There comes a point where, "if you are not part of the solution; you are part of the problem." To us kids, the nursing home employees seemed more of a problem than a help to Dad and our family.
We asked if he could visit with his cat. We wanted to bring her in her carrier, on a leash and let him see her occasionally. Many homes allow visits from pets; we saw no reason why one cat would be disallowed. The response was an outright, "NO".
There were only a couple of Alzheimer's facilities in our state. Neither had an available room, so we put Dad on a waiting list for one in the hopes that he would one day soon be able to roam freely about another facility and not be pressed to do things that irritated him. Unfortunately, they called with an available room a few weeks after he passed away.

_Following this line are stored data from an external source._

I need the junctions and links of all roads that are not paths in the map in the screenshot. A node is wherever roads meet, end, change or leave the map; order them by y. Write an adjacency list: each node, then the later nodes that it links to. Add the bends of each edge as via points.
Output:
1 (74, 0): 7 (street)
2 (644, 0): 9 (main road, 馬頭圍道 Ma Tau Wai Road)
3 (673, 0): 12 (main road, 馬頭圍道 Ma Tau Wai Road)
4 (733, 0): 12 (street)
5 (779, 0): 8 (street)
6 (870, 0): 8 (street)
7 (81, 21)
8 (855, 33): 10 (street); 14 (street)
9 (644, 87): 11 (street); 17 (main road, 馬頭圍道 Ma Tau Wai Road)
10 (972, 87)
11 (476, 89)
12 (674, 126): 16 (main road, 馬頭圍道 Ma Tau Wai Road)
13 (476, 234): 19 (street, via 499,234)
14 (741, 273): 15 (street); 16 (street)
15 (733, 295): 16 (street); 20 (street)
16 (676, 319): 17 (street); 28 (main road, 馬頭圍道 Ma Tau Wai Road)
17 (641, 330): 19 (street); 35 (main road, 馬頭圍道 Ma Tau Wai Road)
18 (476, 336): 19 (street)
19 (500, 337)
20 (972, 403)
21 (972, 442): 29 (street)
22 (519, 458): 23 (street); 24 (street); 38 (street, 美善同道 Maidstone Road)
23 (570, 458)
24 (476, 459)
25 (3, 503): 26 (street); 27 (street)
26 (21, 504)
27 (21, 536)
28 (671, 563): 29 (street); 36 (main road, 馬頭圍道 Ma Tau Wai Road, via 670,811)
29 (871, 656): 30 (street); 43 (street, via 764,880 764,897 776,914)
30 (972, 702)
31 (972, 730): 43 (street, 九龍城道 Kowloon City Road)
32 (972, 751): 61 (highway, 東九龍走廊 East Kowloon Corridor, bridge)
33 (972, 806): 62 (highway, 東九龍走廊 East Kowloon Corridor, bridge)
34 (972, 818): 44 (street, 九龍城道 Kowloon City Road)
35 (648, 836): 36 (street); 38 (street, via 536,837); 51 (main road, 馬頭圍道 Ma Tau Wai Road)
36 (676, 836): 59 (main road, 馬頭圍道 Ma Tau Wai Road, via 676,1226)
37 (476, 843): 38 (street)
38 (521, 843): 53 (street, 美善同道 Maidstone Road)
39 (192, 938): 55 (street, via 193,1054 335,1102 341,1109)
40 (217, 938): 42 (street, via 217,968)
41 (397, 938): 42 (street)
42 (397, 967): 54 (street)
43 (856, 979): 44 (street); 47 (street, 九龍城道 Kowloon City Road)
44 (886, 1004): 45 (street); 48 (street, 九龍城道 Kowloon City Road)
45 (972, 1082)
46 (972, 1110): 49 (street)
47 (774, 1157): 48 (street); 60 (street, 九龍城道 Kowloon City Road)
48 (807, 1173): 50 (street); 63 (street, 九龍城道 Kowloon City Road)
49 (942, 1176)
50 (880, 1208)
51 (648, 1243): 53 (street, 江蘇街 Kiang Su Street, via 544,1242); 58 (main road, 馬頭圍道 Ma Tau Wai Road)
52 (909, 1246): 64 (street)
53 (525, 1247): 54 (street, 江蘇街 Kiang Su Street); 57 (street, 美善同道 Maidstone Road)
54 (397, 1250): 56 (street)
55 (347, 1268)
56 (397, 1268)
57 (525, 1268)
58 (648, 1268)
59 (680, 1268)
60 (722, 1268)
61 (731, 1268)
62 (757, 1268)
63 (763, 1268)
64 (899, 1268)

While there are some Nursing facilities that are Alzheimer's Facilities or contain Alzheimer's Units. I have yet to hear of any hospital that has a unit. Perhaps they lack the funding to add such a unit, but they never seem to run out of funding for another Heart, Cancer or Neonatal Unit. With more than 27 million cases of Alzheimer's estimated today and that number expected to quadruple in approximately 50 years; you would think that facilities would be scrambling to add Alzheimer's Units.
Fortunately, there are a few more nursing homes for Alzheimer's patients, better known as, "The Eden Alternative". Our state had one planned, but it was miles away, making it even more difficult to visit Dad and would not be open for quite a while. "Eden Alternative" facilities are not-for-profit facilities, thereby making them altogether better, more humane facilities. They are more dedicated to helping patients have as much of a normal family life, as possible. Children, Pets are encouraged to visit and often. Patients like my Dad are able to wander freely in many areas of the facility and can enjoy many activities with their own family members.
If you have someone in your life with Alzheimer's, you know that if they live long enough, they are ultimately going to end up in a facility. I encourage you to check out the "Eden Alternative's" website: (http://www.edenalt.org/about/the-eden-alternative.h tml). Ultimately, I would like to see every Nursing home replaced by an "Eden". I encourage you to write or talk to your congress people, representatives and senators and let them know about the "Eden Alternative". Tell them that you want "Eden's" in your state or an equivalent type of facility. That you want the local hospitals to contain "Alzheimer's Units".
Your family member doesn't have to be a victim of the neglect and disdain that is at many nursing facilities. They don't have to be treated as a prisoner in the hospital. In the 21st century, there is absolutely no reason to treat Alzheimer's and Dementia patients like they don't have feelings. And there is no excuse for hospitals and nursing homes to be ignorant of Alzheimer's Disease. If we all pull together, as a society, we can change things. Let's change them before we, ourselves, become a victim.